The addition of physical exercise to an educational lifestyle intervention increased the number of children that improved the percentage of hepatic fat and body composition
Among the children that participated in the exercise sessions, 54% significantly reduced their percentage of hepatic fat, in comparison with 34% of the children that only participated in the lifestyle program
Exercise and lifestyle interventions reduce fat mass, cardiovascular risk and hepatic fat in children and adolescents. Therefore, they have been recommended as a treatment option for pediatric obesity, a global pandemic that affects more than 40% of the youths in Spain.
However, not all the participants improve all the variables after performing a particular intervention. “Whereas some participants improve in one or several outcomes after an intervention (these are called responders), others do not change or even worsen their response (called non-responders to the intervention). Usually, the published studies only report the results as overall mean values of the intervention group or groups, but they do not provide individual information of what happens to each one of the participants”- notes María Medrano, author of a recently published article in “Pediatric Diabetes”, which was part of her doctoral thesis.
This study compared the number of responders for hepatic fat, weight, total and abdominal adiposity and the GGT liver enzyme between two different interventions. “Half of all children participated in a 22-week family lifestyle and psycho-educational program, which consisted of a number of sessions and a workshop one day every two weeks. The other half of the children performed three supervised game-based high-intensity exercise sessions per week. “In total, more than 120 families participated in the study”- explains María Medrano, researcher of the IS-FOOD institute group ELIKOS (ELikadura, arIKeta fisikoa eta Osasuna: Nutrición, Actividad Física y Salud) and the person responsible for the exercise sessions.
After participating in the intervention that included physical exercise, 54% of the children significantly reduced or were responders for hepatic fat, 90% for total adiposity and 69% for the GGT liver enzyme. The number of responders for the non-exercise intervention was significantly lower for all the aforementioned variables (34% for hepatic fat, 60% for total adiposity, ad 39% for the GGT). Moreover, it seems that cardiorespiratory fitness improvements could explain, at least in part, the differences between responders and non-responders for some variables.
The authors of this article, researchers from the Public University of Navarra and the University of Granada, highlight the importance of promoting this kind of intervention as part of childhood obesity treatment and its comorbidities such as hepatic steatosis, which increases the risk of type 2 diabetes, cardiovascular diseases and future liver complications.
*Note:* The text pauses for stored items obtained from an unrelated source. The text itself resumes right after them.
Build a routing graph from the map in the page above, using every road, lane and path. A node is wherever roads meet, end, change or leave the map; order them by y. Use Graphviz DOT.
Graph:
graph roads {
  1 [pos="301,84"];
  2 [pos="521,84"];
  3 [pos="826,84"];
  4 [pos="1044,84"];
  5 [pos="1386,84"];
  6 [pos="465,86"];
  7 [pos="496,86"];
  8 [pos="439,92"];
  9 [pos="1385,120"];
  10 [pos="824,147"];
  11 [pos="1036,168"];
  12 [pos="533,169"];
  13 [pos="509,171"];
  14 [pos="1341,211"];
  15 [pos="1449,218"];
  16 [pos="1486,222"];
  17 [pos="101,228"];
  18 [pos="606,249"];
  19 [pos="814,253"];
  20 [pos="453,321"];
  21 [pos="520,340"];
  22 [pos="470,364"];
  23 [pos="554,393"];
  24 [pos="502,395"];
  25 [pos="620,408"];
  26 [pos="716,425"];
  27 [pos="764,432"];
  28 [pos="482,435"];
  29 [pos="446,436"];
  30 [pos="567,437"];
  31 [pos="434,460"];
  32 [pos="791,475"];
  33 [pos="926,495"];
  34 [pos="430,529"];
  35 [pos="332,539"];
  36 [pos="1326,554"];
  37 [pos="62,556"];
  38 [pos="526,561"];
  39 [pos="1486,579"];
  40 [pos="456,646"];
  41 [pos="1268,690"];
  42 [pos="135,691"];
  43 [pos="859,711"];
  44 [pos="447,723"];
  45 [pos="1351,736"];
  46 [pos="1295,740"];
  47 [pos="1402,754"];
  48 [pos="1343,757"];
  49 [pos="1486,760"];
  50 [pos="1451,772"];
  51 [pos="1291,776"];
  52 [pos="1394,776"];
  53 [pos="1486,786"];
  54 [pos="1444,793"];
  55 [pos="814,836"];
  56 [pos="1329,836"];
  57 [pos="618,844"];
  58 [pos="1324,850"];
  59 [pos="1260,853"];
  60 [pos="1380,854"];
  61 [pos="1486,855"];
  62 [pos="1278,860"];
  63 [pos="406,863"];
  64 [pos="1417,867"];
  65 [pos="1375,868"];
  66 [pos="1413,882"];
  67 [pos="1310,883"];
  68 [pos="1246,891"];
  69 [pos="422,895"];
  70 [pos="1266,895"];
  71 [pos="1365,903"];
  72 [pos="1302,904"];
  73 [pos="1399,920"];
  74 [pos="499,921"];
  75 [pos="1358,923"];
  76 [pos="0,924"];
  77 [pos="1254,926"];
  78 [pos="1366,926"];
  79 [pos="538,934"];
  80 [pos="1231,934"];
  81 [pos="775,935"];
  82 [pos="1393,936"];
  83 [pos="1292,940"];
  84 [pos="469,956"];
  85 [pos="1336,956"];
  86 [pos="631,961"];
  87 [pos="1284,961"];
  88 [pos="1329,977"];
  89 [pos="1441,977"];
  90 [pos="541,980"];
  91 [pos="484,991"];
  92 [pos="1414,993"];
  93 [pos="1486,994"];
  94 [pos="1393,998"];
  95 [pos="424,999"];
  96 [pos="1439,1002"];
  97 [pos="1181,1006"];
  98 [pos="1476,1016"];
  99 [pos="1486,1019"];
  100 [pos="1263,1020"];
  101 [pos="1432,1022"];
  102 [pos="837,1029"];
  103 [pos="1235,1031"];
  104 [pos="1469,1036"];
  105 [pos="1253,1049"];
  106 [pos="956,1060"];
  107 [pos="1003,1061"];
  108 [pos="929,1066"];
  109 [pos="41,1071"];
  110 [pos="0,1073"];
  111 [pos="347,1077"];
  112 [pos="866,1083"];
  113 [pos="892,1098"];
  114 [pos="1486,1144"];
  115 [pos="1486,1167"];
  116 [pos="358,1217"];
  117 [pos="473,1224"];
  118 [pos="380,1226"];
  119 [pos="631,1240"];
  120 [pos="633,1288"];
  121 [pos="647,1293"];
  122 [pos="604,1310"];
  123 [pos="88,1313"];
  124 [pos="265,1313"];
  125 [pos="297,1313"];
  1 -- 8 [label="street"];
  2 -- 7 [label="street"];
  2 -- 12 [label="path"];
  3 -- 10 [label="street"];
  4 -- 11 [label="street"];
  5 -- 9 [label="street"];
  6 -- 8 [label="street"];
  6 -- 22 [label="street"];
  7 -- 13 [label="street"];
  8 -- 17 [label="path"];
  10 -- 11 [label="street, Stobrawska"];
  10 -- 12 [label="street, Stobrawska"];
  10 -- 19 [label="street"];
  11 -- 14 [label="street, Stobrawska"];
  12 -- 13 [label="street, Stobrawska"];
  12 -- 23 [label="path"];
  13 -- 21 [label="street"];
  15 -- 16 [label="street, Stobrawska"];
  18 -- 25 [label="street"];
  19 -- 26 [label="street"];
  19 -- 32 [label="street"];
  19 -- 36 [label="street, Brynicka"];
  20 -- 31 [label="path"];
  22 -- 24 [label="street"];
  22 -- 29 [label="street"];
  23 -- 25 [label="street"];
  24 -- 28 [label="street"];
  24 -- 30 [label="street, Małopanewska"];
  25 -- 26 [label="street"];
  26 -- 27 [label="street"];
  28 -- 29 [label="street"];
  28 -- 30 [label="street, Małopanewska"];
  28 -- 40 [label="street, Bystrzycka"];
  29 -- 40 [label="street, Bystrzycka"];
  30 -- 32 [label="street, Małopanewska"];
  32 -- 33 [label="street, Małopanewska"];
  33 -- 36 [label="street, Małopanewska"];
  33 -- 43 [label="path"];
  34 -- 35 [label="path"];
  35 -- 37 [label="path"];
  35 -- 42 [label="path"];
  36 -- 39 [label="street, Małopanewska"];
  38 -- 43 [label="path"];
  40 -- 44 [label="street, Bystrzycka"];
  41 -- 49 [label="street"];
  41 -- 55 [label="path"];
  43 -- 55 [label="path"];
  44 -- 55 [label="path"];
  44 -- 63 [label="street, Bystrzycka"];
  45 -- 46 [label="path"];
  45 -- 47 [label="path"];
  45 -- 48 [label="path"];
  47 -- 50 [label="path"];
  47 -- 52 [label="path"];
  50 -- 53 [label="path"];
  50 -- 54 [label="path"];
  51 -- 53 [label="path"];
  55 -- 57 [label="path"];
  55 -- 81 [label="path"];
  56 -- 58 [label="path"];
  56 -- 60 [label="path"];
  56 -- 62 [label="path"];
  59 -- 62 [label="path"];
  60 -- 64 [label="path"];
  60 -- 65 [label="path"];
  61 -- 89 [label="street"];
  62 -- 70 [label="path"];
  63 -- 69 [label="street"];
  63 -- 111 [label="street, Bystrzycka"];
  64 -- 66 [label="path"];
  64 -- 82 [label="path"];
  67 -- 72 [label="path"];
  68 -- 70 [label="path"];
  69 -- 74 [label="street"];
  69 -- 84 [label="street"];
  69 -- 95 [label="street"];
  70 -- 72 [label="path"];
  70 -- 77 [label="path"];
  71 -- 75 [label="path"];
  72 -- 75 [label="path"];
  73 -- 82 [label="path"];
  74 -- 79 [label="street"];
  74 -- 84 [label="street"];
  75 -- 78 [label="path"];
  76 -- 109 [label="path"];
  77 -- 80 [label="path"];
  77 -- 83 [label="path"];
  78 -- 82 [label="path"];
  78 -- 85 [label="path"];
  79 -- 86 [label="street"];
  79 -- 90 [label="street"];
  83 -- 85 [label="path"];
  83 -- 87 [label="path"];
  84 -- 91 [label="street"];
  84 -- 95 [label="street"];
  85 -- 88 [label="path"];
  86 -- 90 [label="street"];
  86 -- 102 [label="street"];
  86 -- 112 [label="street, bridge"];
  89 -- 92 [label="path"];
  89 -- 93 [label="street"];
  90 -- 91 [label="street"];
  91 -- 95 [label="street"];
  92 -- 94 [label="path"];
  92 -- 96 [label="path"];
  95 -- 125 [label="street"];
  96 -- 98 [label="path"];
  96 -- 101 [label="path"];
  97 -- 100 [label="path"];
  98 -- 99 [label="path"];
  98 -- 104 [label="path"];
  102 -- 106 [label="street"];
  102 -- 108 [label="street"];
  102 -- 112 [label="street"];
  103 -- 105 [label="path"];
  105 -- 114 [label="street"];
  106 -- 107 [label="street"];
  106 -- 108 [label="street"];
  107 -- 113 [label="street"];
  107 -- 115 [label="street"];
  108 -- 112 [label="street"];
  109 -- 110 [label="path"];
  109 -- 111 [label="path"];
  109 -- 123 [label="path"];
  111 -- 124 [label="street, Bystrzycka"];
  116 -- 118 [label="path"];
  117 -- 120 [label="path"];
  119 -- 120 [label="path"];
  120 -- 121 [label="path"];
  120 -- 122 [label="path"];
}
What kind of intervention would benefit a higher number of people?
The aim of this research, focused on the number of responders, is to find the kind of intervention in which a higher number of the participants will reach benefits for their health after their participation.
The article published in the cited Journal of Pediatrics shows that including physical exercise in a childhood obesity treatment program increases the number of children that improve their health after participating in the program. “The results of this work reveal that a higher number of children who are overweight or obese reduced the percentage of hepatic fat, weight, adiposity and GGT liver enzyme after participating in the intervention which included exercise in addition to the educational lifestyle program”- indicates María Medrano.
This article was signed by the researchers Idoia Labayen, Lide Arenaza Etxeberria, Robinson Ramírez-Vélez and the aforementioned cited María Medrano, from the Public University of Navarra, and Jonatan Ruiz Ruiz y Francisco B. Ortega Porcel, from the University of Granada.